So this was very badly reviewed but it does look slick enough and every once in a while I like to add a standard action movie into our queue because we don’t usually watch enough of them. I have no familiarity with the original source material at all but from what I understand it is supposed to be a lot more philosophically challenging than what we get here. Instead what we get is a retread of tropes we’ve been familiar with since Robocop and it’s not even an effective action movie.
This probably marks the last of the old films by Hou Hsiao-hsien that we’re likely to watch as the rest are not as significant but it actually predates the rest and was the first in which he establishes the style that he would be known for. In a way it also acts as a compressed version of his later Coming of Age trilogy as it contains nearly all of the same basic ingredients. Critics liked this for its authenticity and groundbreaking rawness at the time but I think I like the later, more refined films much more.

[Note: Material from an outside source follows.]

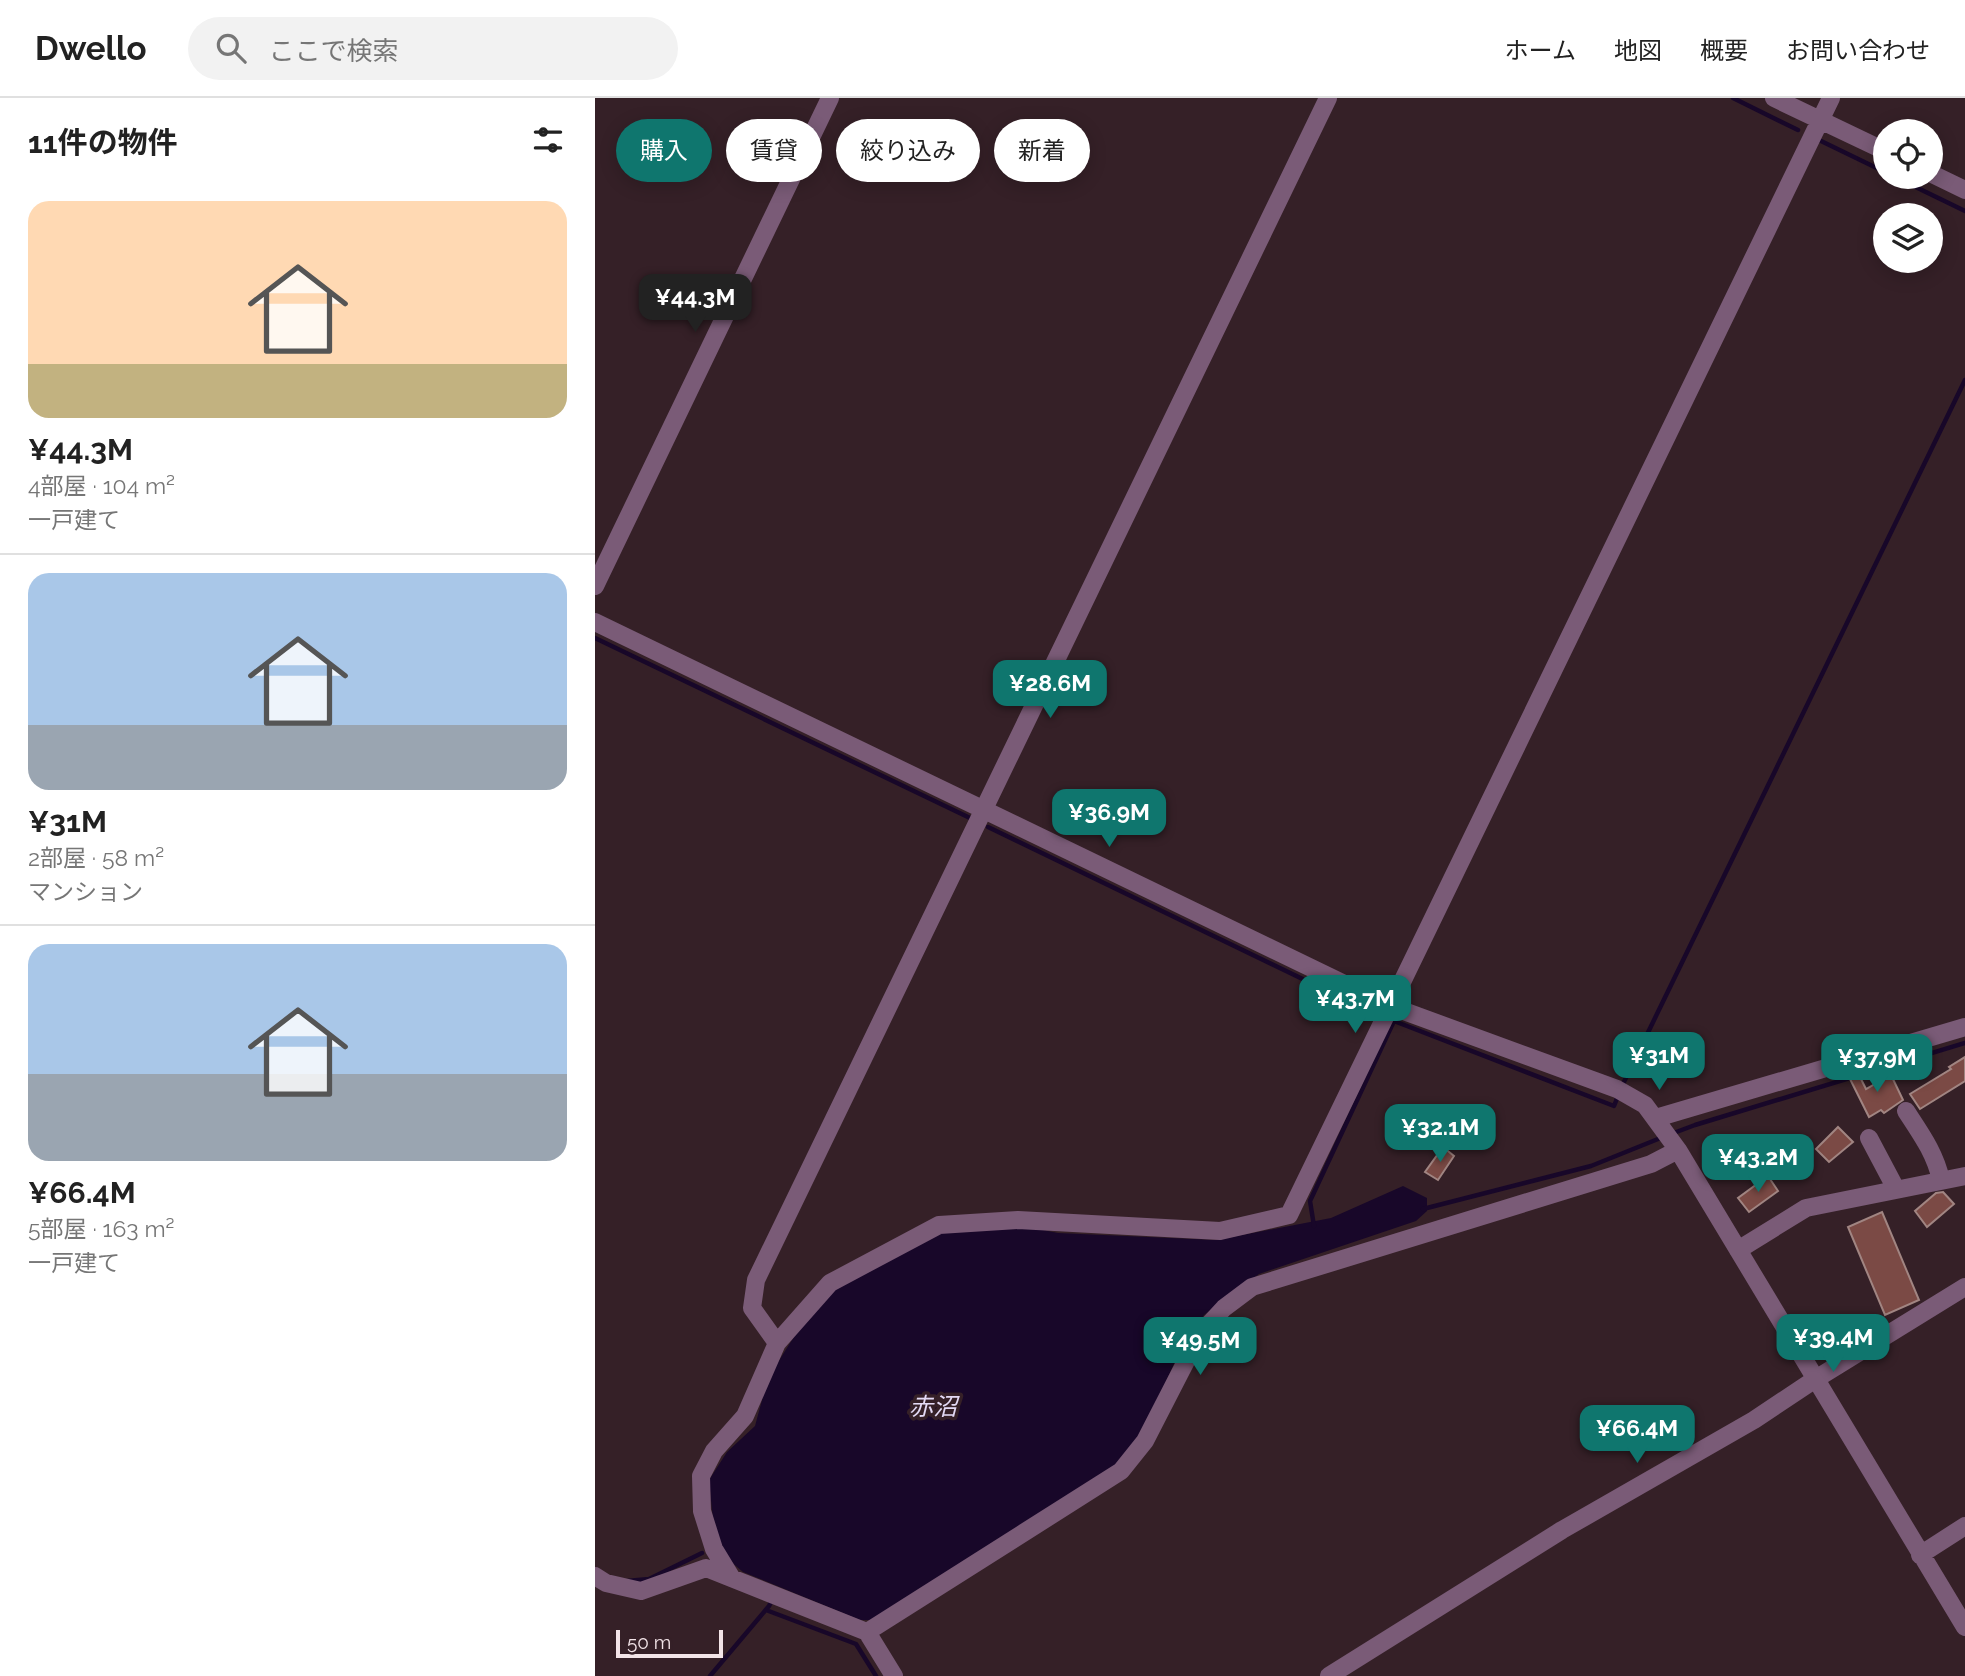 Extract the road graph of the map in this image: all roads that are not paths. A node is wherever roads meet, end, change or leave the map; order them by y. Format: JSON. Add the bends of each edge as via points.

I’m always open to new and interesting videogaming experiences and I’ve heard good things about this cyberpunk horror game by a Polish developer. They even managed to get Rutger Hauer to star as the protagonist and all but shouts out its Blade Runner influences. Unfortunately while its production values are indeed top notch, it is a very linear game and I’ve come to find that scary scenes have limited effect on me once I realize that whatever I see have no impact in terms of gameplay mechanics.
This is the first film by Joanna Hogg that we’ve watched and she is an up and coming British director whose name often pops up. But it’s also notable as the first significant performance by Honor Swinton Byrne who plays the lead here while her mother Tilda Swinton takes on a supporting role as the main character’s mother. Unfortunately I don’t like it much as it feels so indirect and seems to leave so much unsaid. Then after reading how it’s at least partially autobiographical on Hogg’s part, it’s easier to understand how painful it must have been to confront these issues head on.
This is of course the sequel to L’Auberge Espagnole that I wrote about last year by the same director and writer Cédric Klapisch and starring many of the same performers. The previous film had a very large cast of characters but had a very simple structure about a household full of exchange students from all over Europe. This one however sprawls just about everywhere across time and space as it follows the main character Xavier’s life without seemingly much tying the narratives together but it still has some charm and the same total commitment to his citizen of the world ethos.
A veritable wealth of science articles this month. Once again I stay away from covid-19 topics as there is so much noise there, except for one which is only tangentially related.
An easy one off the bat. Many people harbor suspicions that students who are academically accelerated, that is promoted to a more advanced class at an earlier age, develop psychological problems. This study which took place across 35 years tracking the academic histories and mental states of such students failed to find any such evidence and concluded that their overall psychological well-being was above average.
Here is a paper positing that one of the possible causes of depression is low neural plasticity in the hippocampus, meaning that there is a loss of connectivity in the neural tissue and inability to form new connections. The paper, using data from mice, argues that ketamine acts to reset the system and restore plasticity. Before this, scientists already knew that ketamine has an anti-depressive effect but there was no mechanism to explain how it worked.
Next is a paper showing that fish can spread from isolated bodies of water by having ducks eat their eggs. As expected, the vast majority of the eggs are digested and a small number survive and are viable.
Can philosophical arguments actually change people’s minds? This seems impossible to answer but a small group of philosophers decided to organize a contest to find out. They challenged philosophers, economists and psychologists to write their best arguments that would persuade people to donate more money and then put those to the test. They found that indeed some submissions worked much better than others in getting people to donate more and the winning entry was co-written by famous moral philosopher Peter Singer. Unfortunately that entry basically amounts to an emotional appeal even though the rules explicit forbid that by vividly describing the effects of trachoma and how it can be easily treated at a very low cost.
Finally the one covid-19 related article is actually about some unintended effects of many parts of the world being under an extended lockdown. This article talks about how a quantum computing laboratory kept on producing work during the lockdown with the people involved interacting with the equipment remotely. With no one at all in the lab and no vibrations or other minute disturbances, the lab produced some of the highest quality data they had ever seen. From what I understand, this is most obvious in quantum computing as the equipment is so sensitive, but other fields have also had similar experiences when experiments are run with absolutely no one around.
I did grow up with American comics but it was all the superhero stuff that is derided in this film. This is a part biography, part documentary film about the life and career of Harvey Pekar, the writer of a series of comics about real life in the US. Since his comics are about himself, this means that the film also serves as an adaptation of his work. His is a fascinating life that makes for a story well worth telling but the unique format of this film itself outshines its content for me.